RECORDS SUPPLIED
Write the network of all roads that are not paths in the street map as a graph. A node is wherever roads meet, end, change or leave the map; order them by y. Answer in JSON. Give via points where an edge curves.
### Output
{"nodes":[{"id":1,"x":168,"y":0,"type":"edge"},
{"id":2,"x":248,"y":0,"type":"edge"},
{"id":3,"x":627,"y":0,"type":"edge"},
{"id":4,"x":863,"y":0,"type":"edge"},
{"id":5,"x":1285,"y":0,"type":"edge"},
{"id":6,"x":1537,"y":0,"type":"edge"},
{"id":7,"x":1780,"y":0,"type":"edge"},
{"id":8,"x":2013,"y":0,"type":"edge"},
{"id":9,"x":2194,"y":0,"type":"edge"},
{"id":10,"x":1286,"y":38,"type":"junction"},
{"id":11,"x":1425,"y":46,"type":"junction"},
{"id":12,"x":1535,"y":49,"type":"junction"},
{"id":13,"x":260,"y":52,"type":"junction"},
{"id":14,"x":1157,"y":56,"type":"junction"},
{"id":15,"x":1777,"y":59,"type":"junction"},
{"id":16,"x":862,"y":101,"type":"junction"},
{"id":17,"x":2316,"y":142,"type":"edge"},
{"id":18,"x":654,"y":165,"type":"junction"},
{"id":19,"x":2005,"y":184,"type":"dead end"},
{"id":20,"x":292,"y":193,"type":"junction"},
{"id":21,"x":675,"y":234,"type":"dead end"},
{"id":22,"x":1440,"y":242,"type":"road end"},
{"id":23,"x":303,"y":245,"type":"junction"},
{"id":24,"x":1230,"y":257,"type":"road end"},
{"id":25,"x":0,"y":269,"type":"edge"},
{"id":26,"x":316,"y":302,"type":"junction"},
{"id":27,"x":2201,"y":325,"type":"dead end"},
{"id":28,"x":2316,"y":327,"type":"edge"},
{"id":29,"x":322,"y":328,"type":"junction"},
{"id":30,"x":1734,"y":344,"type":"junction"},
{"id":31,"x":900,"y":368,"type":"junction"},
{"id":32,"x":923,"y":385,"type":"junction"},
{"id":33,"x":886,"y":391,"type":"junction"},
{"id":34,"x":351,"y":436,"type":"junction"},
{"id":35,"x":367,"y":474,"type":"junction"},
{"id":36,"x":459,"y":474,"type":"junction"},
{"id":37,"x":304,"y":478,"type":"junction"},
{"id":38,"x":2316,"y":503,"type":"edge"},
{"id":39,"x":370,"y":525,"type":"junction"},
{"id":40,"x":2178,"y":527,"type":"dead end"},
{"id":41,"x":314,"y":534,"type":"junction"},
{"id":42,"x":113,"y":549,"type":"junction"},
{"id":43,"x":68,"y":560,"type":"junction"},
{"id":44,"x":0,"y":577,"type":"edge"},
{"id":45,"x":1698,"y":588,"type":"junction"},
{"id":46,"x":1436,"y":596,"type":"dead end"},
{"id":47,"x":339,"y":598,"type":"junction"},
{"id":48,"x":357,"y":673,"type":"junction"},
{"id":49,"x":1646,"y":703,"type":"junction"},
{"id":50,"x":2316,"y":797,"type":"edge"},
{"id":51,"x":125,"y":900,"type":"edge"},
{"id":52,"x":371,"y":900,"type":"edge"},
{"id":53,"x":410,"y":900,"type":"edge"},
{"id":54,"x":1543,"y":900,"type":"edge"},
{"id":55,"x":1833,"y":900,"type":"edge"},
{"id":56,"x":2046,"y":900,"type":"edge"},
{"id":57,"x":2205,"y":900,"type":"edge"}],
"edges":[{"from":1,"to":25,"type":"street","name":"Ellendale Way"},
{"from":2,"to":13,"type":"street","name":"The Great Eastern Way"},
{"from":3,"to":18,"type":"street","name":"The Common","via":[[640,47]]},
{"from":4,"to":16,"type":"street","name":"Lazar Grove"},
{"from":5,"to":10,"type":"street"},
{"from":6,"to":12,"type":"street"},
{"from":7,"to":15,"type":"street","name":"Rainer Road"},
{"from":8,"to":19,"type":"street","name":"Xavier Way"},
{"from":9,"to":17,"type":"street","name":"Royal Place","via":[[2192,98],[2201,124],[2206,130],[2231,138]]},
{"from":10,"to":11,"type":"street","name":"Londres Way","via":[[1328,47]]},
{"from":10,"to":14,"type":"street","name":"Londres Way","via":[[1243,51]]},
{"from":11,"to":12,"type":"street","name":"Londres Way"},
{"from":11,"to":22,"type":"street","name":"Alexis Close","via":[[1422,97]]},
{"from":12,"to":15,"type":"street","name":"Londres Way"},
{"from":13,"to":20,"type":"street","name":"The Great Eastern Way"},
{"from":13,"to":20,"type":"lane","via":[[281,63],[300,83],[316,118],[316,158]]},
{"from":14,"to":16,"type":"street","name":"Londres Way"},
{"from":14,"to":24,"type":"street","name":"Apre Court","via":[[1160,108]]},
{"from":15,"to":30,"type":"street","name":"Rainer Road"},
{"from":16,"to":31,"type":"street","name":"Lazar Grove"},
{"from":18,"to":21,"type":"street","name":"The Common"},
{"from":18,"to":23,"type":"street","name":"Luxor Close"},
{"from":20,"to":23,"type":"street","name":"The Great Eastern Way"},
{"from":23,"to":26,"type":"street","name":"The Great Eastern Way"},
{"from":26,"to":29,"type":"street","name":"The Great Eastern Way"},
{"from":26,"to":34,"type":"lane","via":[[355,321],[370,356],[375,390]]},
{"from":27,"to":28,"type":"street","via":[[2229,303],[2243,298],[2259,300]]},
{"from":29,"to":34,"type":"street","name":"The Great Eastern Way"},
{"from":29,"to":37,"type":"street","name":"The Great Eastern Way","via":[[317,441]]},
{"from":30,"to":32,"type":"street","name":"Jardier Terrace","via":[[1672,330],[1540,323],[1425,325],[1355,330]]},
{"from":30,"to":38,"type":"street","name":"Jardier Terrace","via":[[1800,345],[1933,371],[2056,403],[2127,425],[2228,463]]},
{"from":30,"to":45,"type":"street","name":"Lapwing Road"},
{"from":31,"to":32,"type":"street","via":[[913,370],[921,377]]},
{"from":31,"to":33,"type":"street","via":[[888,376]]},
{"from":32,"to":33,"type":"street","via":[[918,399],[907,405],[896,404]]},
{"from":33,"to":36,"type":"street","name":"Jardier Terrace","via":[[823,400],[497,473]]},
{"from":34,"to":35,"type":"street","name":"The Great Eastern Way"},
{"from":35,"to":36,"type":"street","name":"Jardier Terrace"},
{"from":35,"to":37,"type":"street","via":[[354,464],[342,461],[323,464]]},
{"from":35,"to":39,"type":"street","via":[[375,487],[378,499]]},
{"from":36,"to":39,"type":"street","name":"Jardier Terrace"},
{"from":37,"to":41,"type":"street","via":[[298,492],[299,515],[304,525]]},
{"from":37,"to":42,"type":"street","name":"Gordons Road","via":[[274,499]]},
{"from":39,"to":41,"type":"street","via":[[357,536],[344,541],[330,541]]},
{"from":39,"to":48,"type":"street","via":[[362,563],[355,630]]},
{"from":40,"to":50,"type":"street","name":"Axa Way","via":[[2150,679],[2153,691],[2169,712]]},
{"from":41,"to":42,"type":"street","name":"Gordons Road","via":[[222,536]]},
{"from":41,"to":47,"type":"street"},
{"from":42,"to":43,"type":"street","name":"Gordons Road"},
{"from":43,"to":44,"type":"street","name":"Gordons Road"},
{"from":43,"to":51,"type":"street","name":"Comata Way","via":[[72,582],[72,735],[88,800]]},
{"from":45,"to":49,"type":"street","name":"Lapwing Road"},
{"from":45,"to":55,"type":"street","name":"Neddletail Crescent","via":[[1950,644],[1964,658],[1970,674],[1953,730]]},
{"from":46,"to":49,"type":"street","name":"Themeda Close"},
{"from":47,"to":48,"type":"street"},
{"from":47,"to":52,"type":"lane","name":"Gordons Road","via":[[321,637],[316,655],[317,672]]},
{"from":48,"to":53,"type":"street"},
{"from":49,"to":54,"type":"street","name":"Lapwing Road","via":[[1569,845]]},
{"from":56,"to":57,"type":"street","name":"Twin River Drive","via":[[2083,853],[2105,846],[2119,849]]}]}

AIM OF THE TASK
In the entries above, how many lines hold the word "Rainer"? Answer with the number only.

WRITTEN RESPONSE
2